Bildiğim kadarıyla anayasa hukukunda -adaylık başvurusunun değerlendirilmesinde-, ‘ilkini saymasak olmaz mı’ şeklinde özetlenebilecek bir yorum biçimi yok. 2017’de Anayasa’nın bazı hükümleri değiştirildi, bazısı değiştirilmedi. Değişen ve değişmeyen maddelere bakıldığında böyle bir sonuca varmak olanaksız. “Yeni bir sisteme geçtik” sözü bir anlam ifade etmiyor, dilerseniz ‘hayırlı olsun’ diyebilirsiniz, hepsi bu. Anayasa değişikliğini hazırlayanlar (ki söz konusu mümtaz müelliflerin isimleri biz ölümlülere açıklanmıyor) bir ‘ek madde’ yazmalı, o esnada (2017’de) Cumhurbaşkanı olan kişinin durumunu, yeniden ve kaç kez seçime girip giremeyeceğini düzenlemeliydi. Bu yapılmadı. Ya Allah’ın lütfu OHAL koşullarında akıllarına gelmedi, ya Erdoğan’ın üçüncü kez aday olmasını istemiyorlardı, ya da malum kibirleri böyle bir ihtimal üzerinde durmalarını engelledi. Bir ihtimal daha var kuşkusuz; o da, anayasacılığımızın ‘evriting is samting hepınd’ aşamasına duydukları güven. Söz konusu güvene sahip olmalarında muhalefetin nicedir sergilediği tutumun payı olduğu kanısındayım. Nihayetinde, “Anayasaya aykırı ama evet diyeceğiz” taktiğiyle anayasa değişikliği desteklemiş bir ana muhalefetimiz var. Şimdi o muhalefetin büyük partileri, Erdoğan’ın üçüncü kez aday olup olamayacağı sorusundan ısrarla kaçıyor. Açık anayasa hükümlerine karşın. Başlıkta “yepyeni bir aşama” derken anlatmak istediğim bu.

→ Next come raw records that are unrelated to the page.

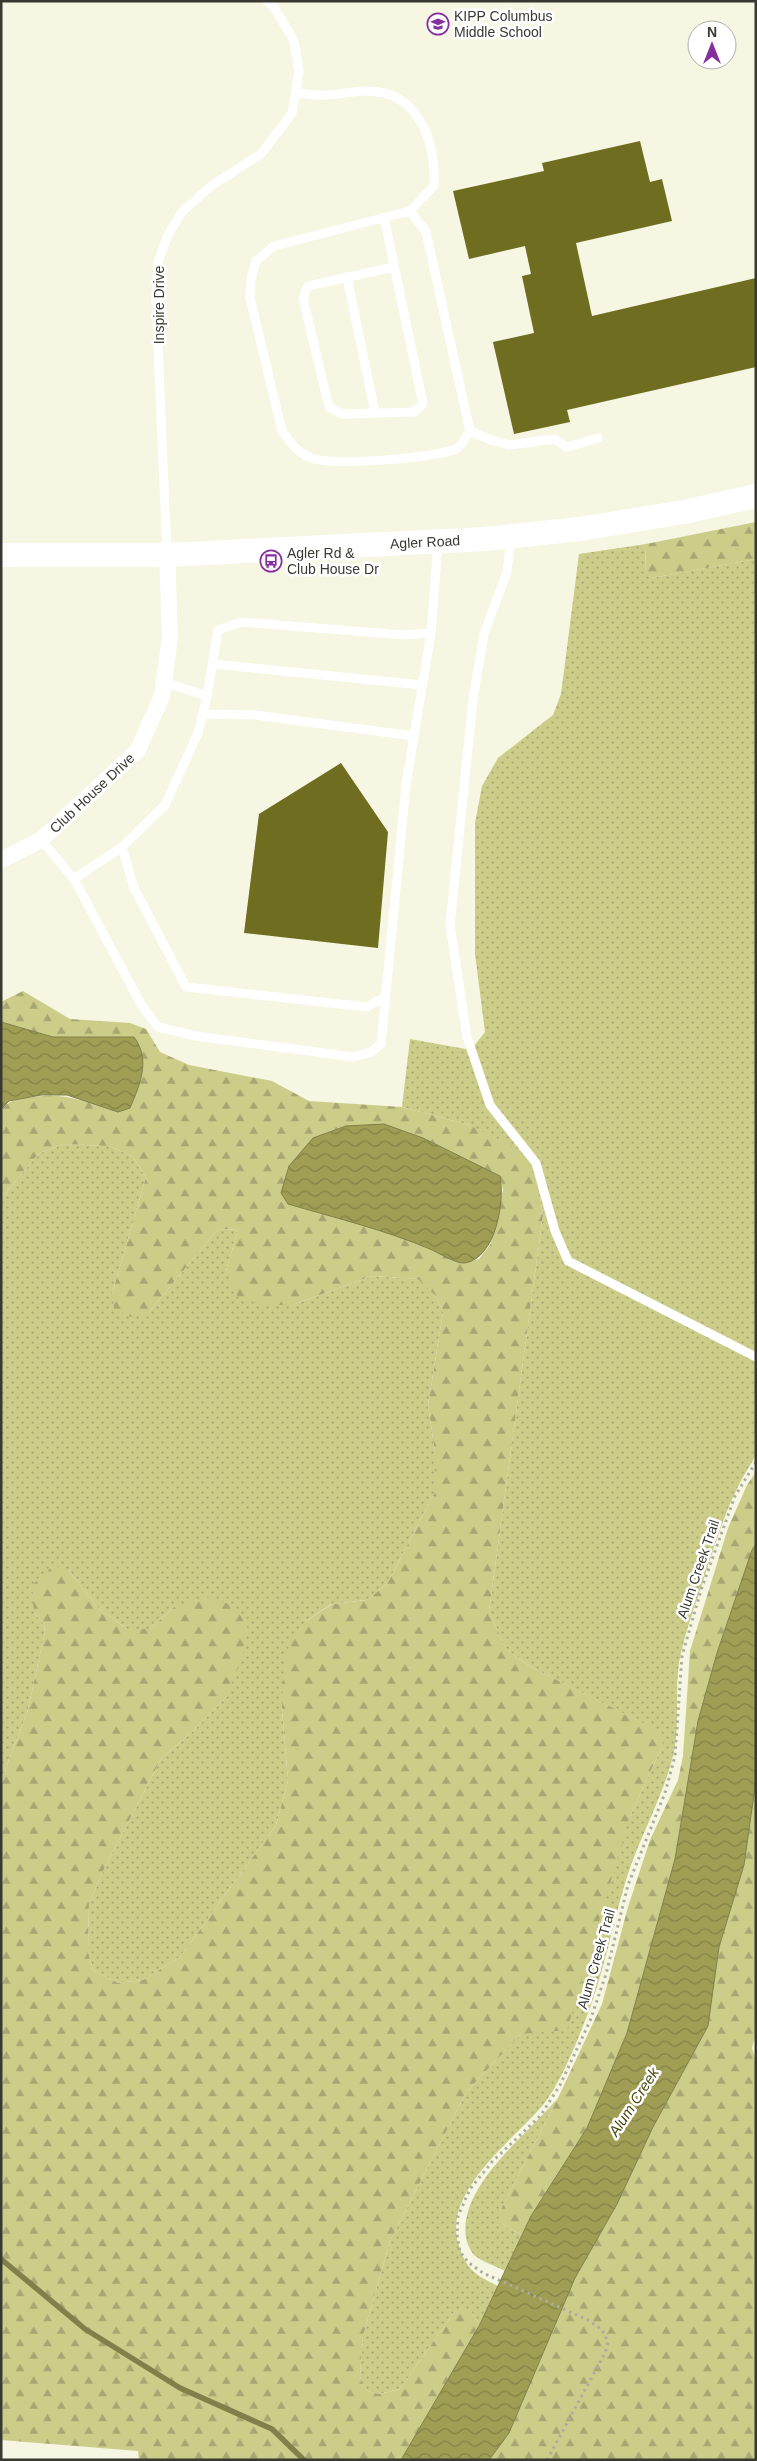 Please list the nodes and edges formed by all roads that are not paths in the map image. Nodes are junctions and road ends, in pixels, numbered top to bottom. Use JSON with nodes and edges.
{"nodes":[{"id":1,"x":267,"y":1,"type":"edge"},
{"id":2,"x":297,"y":93,"type":"junction"},
{"id":3,"x":410,"y":210,"type":"junction"},
{"id":4,"x":384,"y":218,"type":"junction"},
{"id":5,"x":394,"y":267,"type":"junction"},
{"id":6,"x":347,"y":277,"type":"junction"},
{"id":7,"x":375,"y":413,"type":"junction"},
{"id":8,"x":470,"y":431,"type":"junction"},
{"id":9,"x":598,"y":438,"type":"dead end"},
{"id":10,"x":756,"y":496,"type":"edge"},
{"id":11,"x":511,"y":536,"type":"junction"},
{"id":12,"x":438,"y":542,"type":"junction"},
{"id":13,"x":1,"y":555,"type":"edge"},
{"id":14,"x":167,"y":555,"type":"junction"},
{"id":15,"x":430,"y":633,"type":"junction"},
{"id":16,"x":213,"y":664,"type":"junction"},
{"id":17,"x":164,"y":682,"type":"junction"},
{"id":18,"x":422,"y":685,"type":"junction"},
{"id":19,"x":207,"y":696,"type":"junction"},
{"id":20,"x":203,"y":714,"type":"junction"},
{"id":21,"x":414,"y":736,"type":"junction"},
{"id":22,"x":41,"y":840,"type":"junction"},
{"id":23,"x":122,"y":847,"type":"junction"},
{"id":24,"x":1,"y":860,"type":"edge"},
{"id":25,"x":74,"y":879,"type":"junction"},
{"id":26,"x":384,"y":998,"type":"junction"},
{"id":27,"x":756,"y":1357,"type":"edge"}],
"edges":[{"from":1,"to":2,"type":"lane","name":"Inspire Drive"},
{"from":2,"to":3,"type":"lane"},
{"from":2,"to":14,"type":"lane","name":"Inspire Drive"},
{"from":3,"to":4,"type":"lane"},
{"from":3,"to":8,"type":"lane"},
{"from":4,"to":5,"type":"lane"},
{"from":4,"to":8,"type":"lane"},
{"from":5,"to":6,"type":"lane"},
{"from":5,"to":7,"type":"lane"},
{"from":6,"to":7,"type":"lane"},
{"from":6,"to":7,"type":"lane"},
{"from":8,"to":9,"type":"lane"},
{"from":10,"to":11,"type":"main road","name":"Agler Road"},
{"from":11,"to":12,"type":"main road","name":"Agler Road"},
{"from":11,"to":27,"type":"lane"},
{"from":12,"to":14,"type":"main road","name":"Agler Road"},
{"from":12,"to":15,"type":"lane"},
{"from":13,"to":14,"type":"main road","name":"Agler Road"},
{"from":14,"to":17,"type":"street","name":"Club House Drive"},
{"from":15,"to":16,"type":"lane"},
{"from":15,"to":18,"type":"lane"},
{"from":16,"to":18,"type":"lane"},
{"from":16,"to":19,"type":"lane"},
{"from":17,"to":19,"type":"lane"},
{"from":17,"to":22,"type":"street","name":"Club House Drive"},
{"from":18,"to":21,"type":"lane"},
{"from":19,"to":20,"type":"lane"},
{"from":20,"to":21,"type":"lane"},
{"from":20,"to":23,"type":"lane"},
{"from":21,"to":26,"type":"lane"},
{"from":22,"to":24,"type":"street","name":"Club House Drive"},
{"from":22,"to":25,"type":"lane"},
{"from":23,"to":25,"type":"lane"},
{"from":23,"to":26,"type":"lane"},
{"from":25,"to":26,"type":"lane"}]} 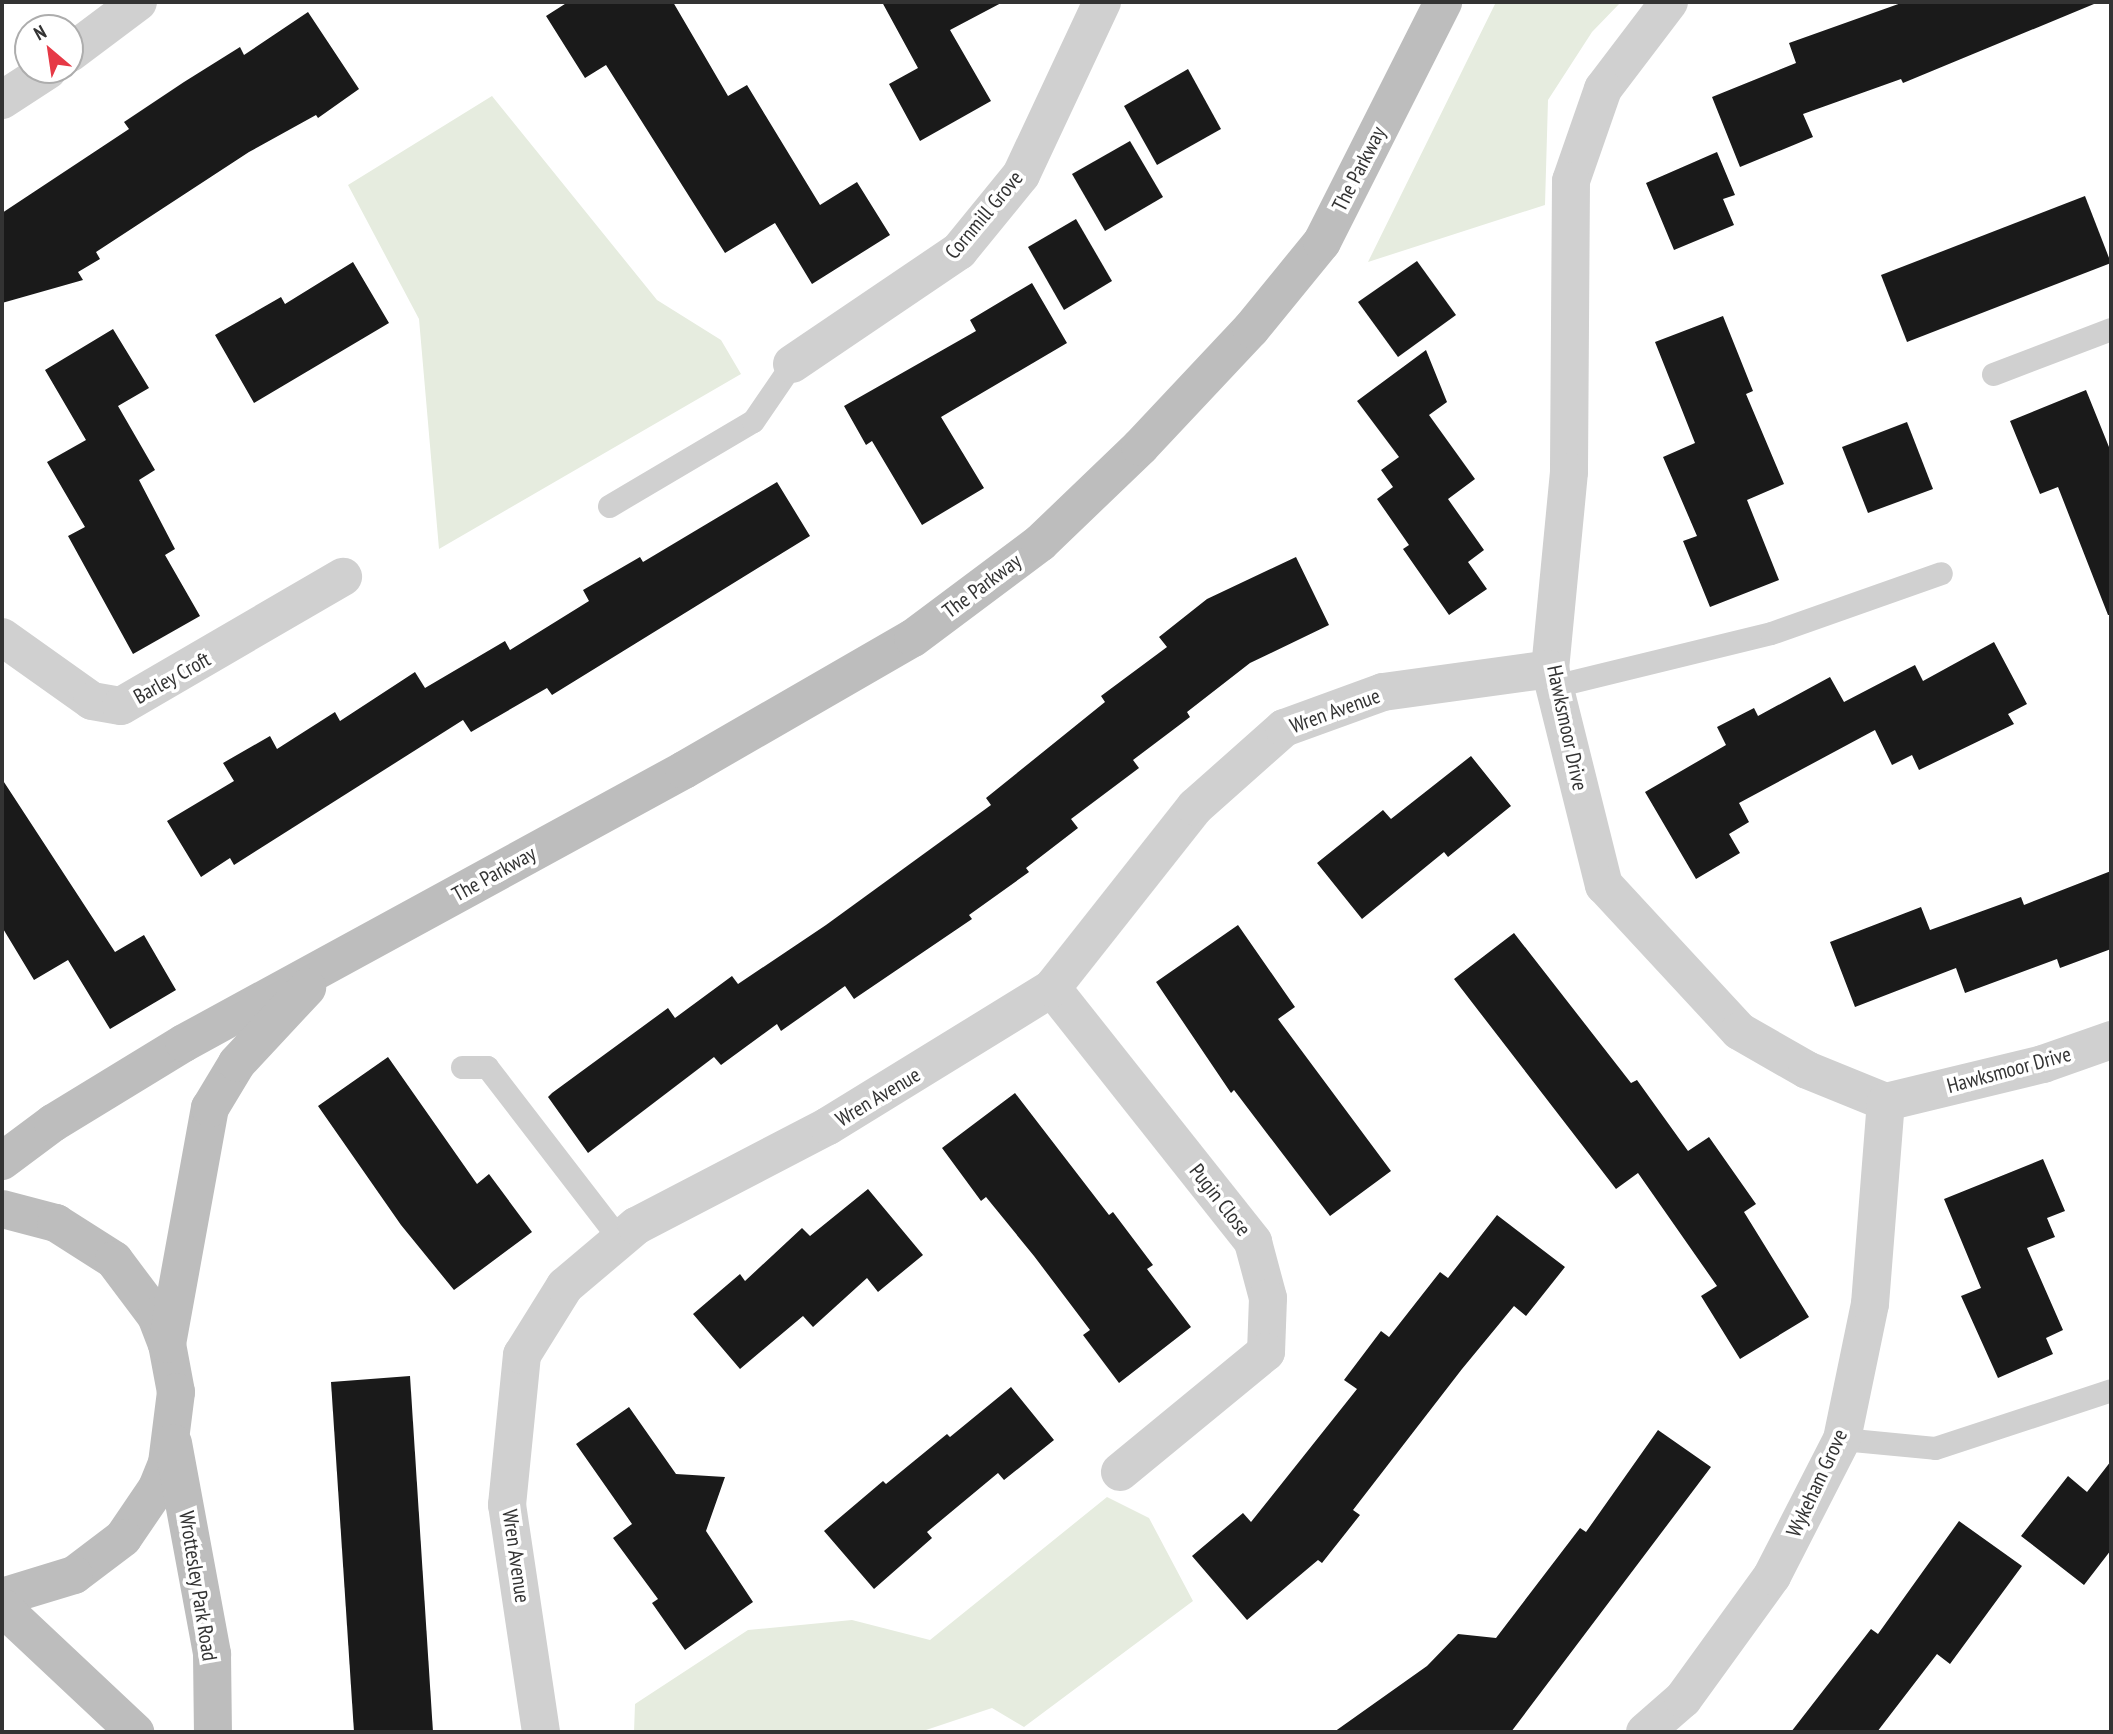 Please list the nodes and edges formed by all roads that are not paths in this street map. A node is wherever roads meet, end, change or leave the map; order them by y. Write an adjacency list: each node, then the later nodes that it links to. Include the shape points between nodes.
1 (138, 2): 5 (street)
2 (1102, 2): 9 (street, Cornmill Grove, via 1021,175 959,251)
3 (1443, 2): 16 (street, The Parkway, via 1322,242 1232,349 1040,543 913,638 684,771)
4 (1669, 2): 15 (street, Hawksmoor Drive, via 1603,89 1571,180 1569,472)
5 (84, 42)
6 (27, 84): 7 (street)
7 (2, 100)
8 (2111, 329): 10 (lane)
9 (792, 364): 11 (lane, via 753,421)
10 (1993, 374)
11 (609, 506)
12 (1941, 573): 15 (lane, via 1771,633)
13 (343, 577): 14 (street, Barley Croft, via 121,706 92,701)
14 (2, 637)
15 (1552, 677): 17 (street, Wren Avenue, via 1383,692 1284,728 1195,807); 20 (street, Hawksmoor Drive, via 1604,885 1739,1031 1807,1070)
16 (330, 963): 21 (street, The Parkway, via 184,1043 53,1123); 24 (street, The Parkway, via 237,1063 210,1108)
17 (1052, 988): 23 (street, Wren Avenue, via 828,1126 636,1226); 28 (street, Pugin Close, via 1252,1242 1268,1298 1266,1352)
18 (2111, 1040): 20 (street, Hawksmoor Drive, via 2043,1065)
19 (461, 1067): 23 (lane, via 487,1067)
20 (1886, 1102): 26 (street, Wykeham Grove, via 1870,1304)
21 (2, 1161)
22 (2, 1209): 24 (street, via 56,1223 98,1246 144,1296)
23 (620, 1240): 33 (street, Wren Avenue, via 565,1286 522,1355 507,1505)
24 (167, 1344): 27 (street, via 176,1392)
25 (2111, 1390): 26 (lane, via 1935,1448)
26 (1842, 1439): 34 (street, Wykeham Grove, via 1772,1576 1683,1699)
27 (173, 1441): 29 (street, via 157,1488 123,1538 74,1575); 32 (street, Wrottesley Park Road, via 212,1654)
28 (1120, 1472)
29 (2, 1597)
30 (2, 1607): 31 (street)
31 (135, 1732)
32 (213, 1732)
33 (541, 1732)
34 (1645, 1732)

Yinelemek gerekirse, Erdoğan’ın üçüncü kez aday olabilmesi TBMM’nin erken seçim kararı alması durumunda mümkün ve erken seçim kararı için (md.116/1) üye tam sayısının 3/5’ine, 360 vekilin oyuna gereksinim var. Ezcümle, muhalefet desteklemezse erken seçim yapılamaz ve zamanında yapılacak bir seçimde Erdoğan üçüncü kez aday olamaz. Bu durumda, akşam evinin yolunu bulabilecek yetiye sahip her yurttaş, “O zaman ne tartışılıyor, seçim zamanında yapılır, olur biter” diyecek ve haklı olacaktır.Ancak görünen o ki muhalefet, iktidarın erken seçim önerisini destekleyecek. Böylece Erdoğan’ın üçüncü kez adaylığının önünü, herhangi bir anayasa tartışmasına mahal vermeden açacak. Gerekçesi malum, her zaman olduğu gibi ‘durup dururken mağdur göstermeyelim’ kaygısıyla hareket ediyorlar. Çok ilginç bir vaka bu. Eğer muhalefetin desteğiyle erken seçim yapılır ve ola ki Erdoğan üçüncü kez seçilirse, “Nasıl aday olabildi?” sorusuna, “muhalefet aday olmasını özellikle istedi ve destekledi” yanıtı verilecek. Eğer seçim zamanında yapılırsa, YSK’nin adaylık konusunda iktidar lehine karar vereceğine kuşku duyan olduğunu sanmıyorum. Dolayısıyla üçüncü kez adaylığı o durumda da engellemek mümkün olmayabilir, kabul. Muhalefet bunu düşünerek, olası mağduriyet görüntüsünü erken seçim önerisine verdiği destekle engellemek istiyor, buna da kabul. Kabul olmasına kabul de, mesele, muhalefetin, seçimin zamanında yapılmasını sağlayarak YSK’yi karar vermeye zorlamak yerine, üçüncü kez adaylık ihtimaline bile isteye yol vermesi.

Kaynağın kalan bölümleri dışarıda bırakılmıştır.